▸ Extracted data

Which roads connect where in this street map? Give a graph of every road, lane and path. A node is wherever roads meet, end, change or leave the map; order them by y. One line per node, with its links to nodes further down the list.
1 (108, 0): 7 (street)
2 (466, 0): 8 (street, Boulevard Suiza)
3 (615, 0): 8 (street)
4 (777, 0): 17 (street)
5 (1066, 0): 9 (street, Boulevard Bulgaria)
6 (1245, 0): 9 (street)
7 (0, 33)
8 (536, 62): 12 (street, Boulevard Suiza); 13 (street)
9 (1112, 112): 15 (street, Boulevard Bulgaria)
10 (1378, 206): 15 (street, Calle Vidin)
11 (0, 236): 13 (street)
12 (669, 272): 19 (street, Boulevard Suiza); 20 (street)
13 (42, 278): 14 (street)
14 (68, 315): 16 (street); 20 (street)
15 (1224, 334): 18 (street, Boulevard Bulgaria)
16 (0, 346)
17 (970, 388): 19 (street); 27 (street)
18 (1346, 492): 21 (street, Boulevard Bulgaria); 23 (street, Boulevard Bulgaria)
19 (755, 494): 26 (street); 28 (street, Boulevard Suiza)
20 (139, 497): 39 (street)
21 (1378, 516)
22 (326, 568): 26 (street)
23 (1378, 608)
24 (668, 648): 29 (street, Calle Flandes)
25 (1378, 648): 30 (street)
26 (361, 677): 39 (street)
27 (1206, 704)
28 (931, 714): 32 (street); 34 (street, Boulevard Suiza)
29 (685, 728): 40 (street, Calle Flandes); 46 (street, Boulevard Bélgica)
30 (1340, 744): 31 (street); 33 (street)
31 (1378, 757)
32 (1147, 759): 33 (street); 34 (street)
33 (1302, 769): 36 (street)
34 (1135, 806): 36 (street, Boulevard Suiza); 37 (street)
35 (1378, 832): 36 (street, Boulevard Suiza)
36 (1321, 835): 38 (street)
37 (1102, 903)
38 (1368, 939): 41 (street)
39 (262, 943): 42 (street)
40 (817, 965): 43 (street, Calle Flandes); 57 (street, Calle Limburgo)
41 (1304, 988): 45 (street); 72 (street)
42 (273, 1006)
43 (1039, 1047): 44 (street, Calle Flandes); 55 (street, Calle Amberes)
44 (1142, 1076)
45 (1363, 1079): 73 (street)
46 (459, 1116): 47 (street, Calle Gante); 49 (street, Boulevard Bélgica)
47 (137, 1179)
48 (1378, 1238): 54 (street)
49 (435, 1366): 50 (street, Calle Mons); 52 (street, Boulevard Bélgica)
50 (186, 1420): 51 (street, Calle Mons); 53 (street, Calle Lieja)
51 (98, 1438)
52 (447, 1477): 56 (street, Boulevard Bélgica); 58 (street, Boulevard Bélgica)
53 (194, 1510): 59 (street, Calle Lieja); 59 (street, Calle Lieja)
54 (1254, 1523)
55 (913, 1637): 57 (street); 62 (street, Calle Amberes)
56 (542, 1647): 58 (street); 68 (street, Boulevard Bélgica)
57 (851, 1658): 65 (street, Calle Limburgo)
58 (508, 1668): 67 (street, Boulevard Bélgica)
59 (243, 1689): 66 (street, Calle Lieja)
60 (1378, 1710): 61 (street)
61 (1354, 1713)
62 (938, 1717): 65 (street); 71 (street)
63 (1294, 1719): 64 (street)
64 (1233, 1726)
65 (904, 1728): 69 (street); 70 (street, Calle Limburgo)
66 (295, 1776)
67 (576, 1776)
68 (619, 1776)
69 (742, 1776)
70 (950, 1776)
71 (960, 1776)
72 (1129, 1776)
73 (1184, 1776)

▸ Work to be completed
Across the whole listing above, find every line with the string "Bulgaria" and copy it.

▸ Exercise output
5 (1066, 0): 9 (street, Boulevard Bulgaria)
9 (1112, 112): 15 (street, Boulevard Bulgaria)
15 (1224, 334): 18 (street, Boulevard Bulgaria)
18 (1346, 492): 21 (street, Boulevard Bulgaria); 23 (street, Boulevard Bulgaria)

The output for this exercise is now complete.